_TASK TO COMPLETE_. When a line in the data below includes "Left", count it; then give only the total.

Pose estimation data
_____

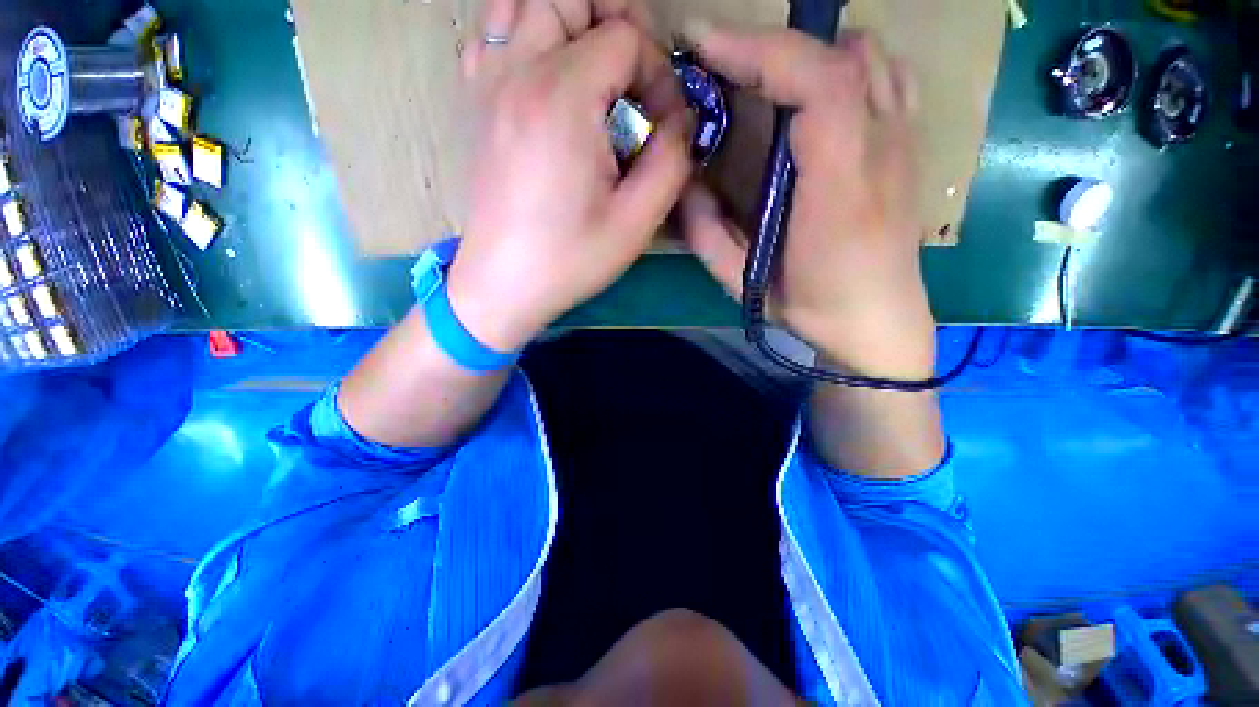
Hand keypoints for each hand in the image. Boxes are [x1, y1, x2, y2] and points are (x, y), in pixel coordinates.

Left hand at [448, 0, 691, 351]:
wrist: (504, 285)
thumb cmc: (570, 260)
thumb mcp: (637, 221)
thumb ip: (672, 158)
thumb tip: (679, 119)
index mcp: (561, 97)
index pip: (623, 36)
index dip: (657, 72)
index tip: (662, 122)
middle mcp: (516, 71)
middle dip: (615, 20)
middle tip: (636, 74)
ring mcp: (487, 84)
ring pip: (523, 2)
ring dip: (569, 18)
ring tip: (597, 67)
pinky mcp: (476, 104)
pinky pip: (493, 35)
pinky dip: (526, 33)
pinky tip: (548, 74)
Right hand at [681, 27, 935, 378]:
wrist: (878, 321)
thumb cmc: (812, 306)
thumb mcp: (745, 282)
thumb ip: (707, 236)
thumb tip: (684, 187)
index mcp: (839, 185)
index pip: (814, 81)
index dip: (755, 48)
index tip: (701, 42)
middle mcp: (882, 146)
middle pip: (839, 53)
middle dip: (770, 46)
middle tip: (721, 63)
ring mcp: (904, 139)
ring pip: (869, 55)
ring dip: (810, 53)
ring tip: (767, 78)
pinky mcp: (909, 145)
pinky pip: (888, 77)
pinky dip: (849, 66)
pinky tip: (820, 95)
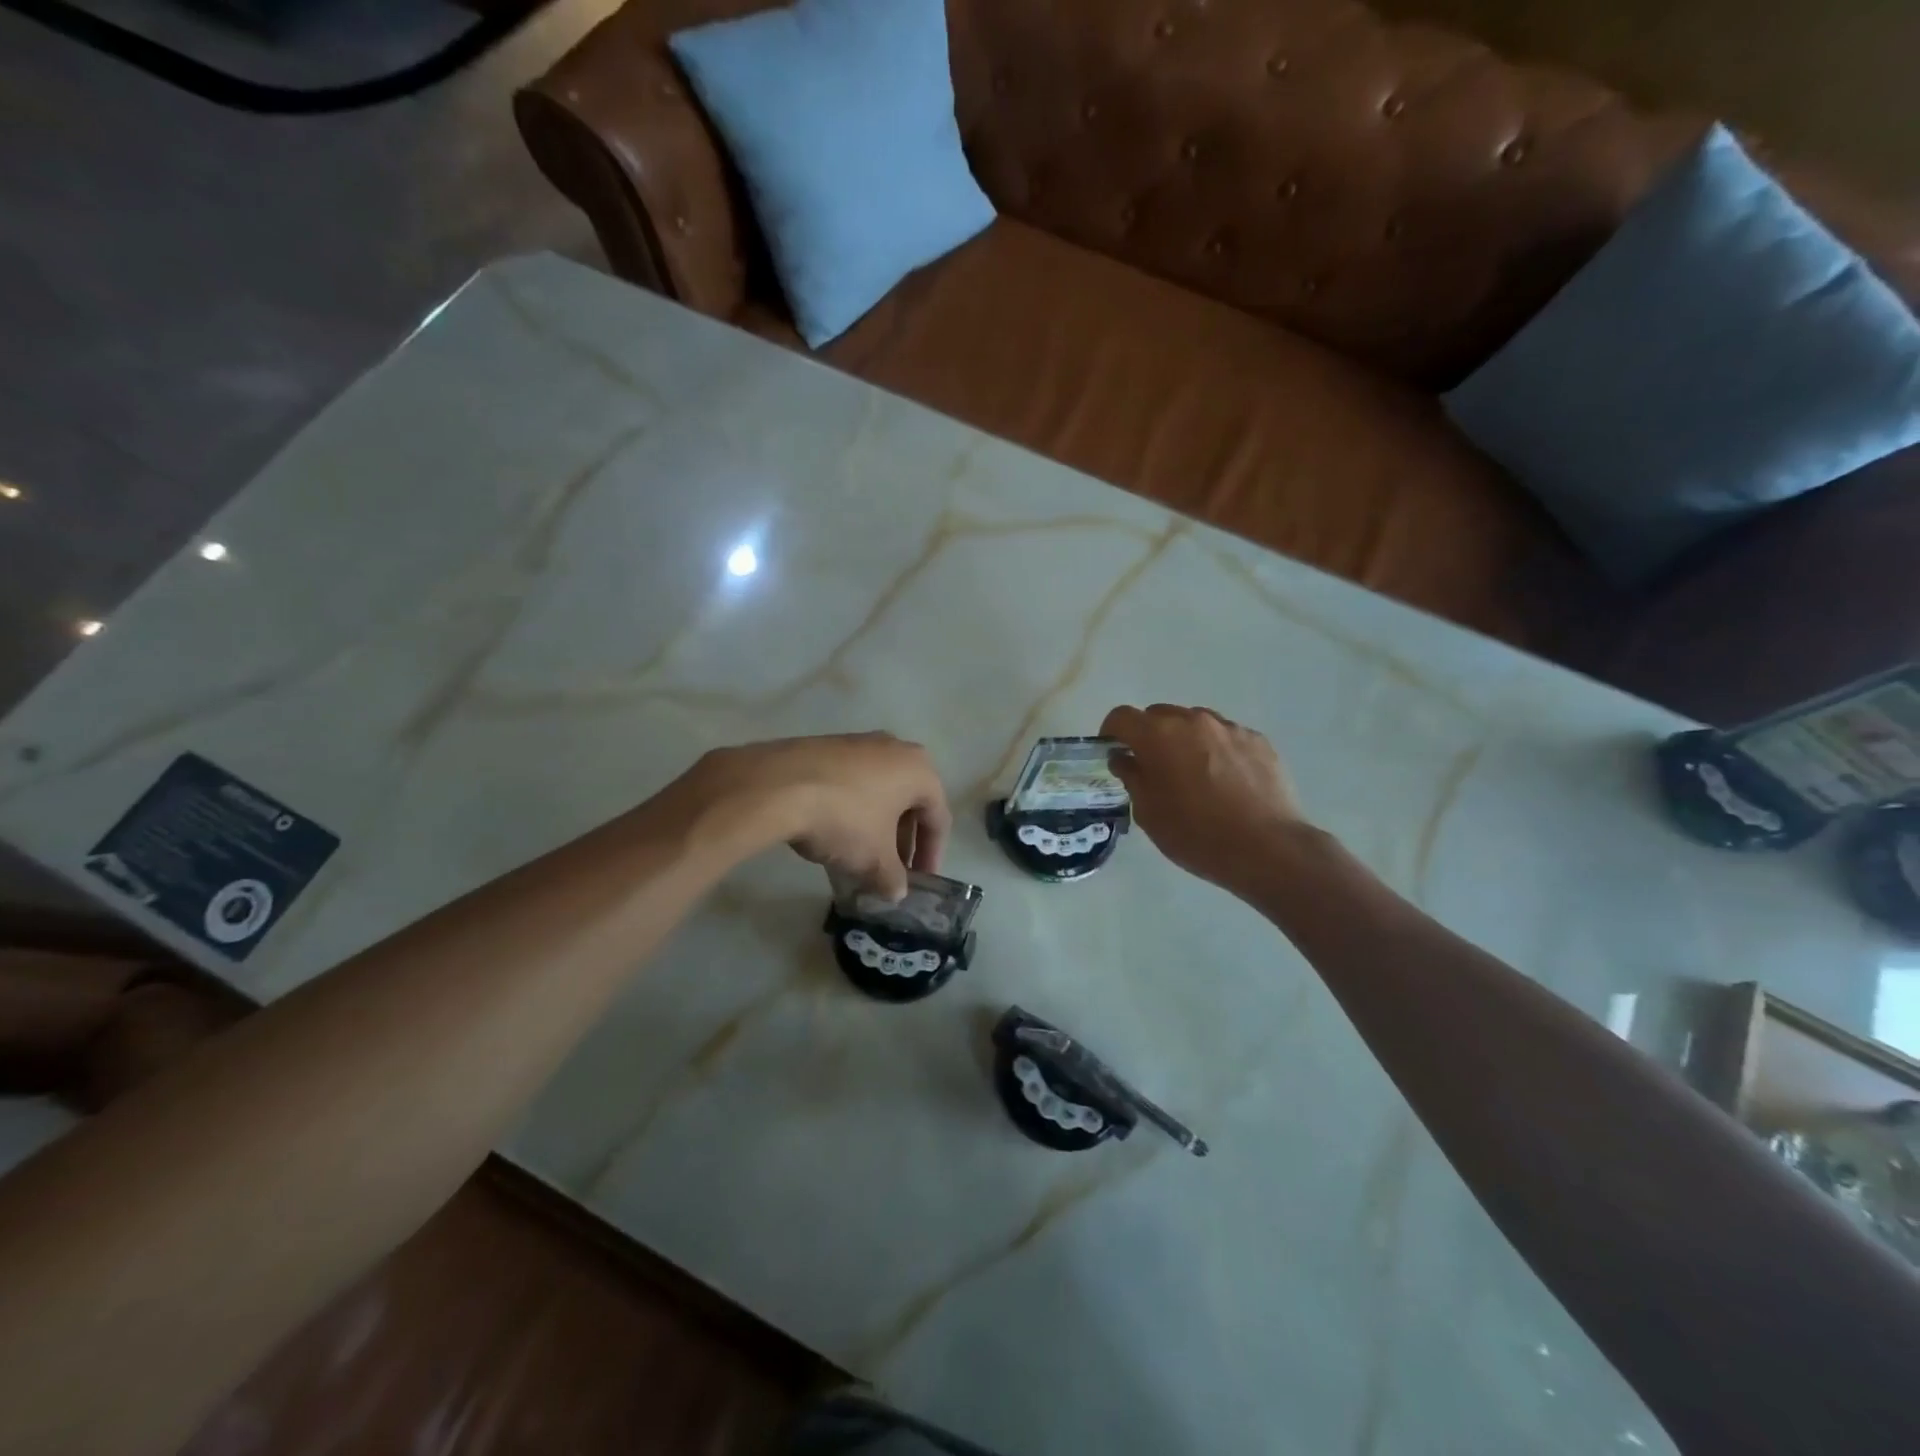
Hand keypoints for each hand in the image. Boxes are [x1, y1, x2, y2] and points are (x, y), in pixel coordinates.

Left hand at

_____

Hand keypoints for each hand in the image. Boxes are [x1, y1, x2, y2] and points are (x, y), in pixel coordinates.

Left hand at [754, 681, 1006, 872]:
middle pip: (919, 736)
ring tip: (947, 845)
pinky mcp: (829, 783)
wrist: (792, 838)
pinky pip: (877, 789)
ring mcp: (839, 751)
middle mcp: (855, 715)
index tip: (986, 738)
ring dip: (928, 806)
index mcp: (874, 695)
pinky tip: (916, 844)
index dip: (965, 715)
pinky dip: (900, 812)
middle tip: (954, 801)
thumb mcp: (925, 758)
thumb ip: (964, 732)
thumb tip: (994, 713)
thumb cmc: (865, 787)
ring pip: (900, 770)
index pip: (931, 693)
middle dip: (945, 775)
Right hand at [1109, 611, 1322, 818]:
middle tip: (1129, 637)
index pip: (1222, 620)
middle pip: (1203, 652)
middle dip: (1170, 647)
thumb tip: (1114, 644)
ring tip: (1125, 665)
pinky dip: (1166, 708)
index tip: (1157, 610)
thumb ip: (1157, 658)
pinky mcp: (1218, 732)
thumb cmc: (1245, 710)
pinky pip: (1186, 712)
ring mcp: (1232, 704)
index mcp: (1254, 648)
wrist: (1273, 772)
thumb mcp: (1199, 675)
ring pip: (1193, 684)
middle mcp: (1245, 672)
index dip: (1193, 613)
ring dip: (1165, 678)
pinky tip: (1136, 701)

_____

_ANSWER SECTION_. 3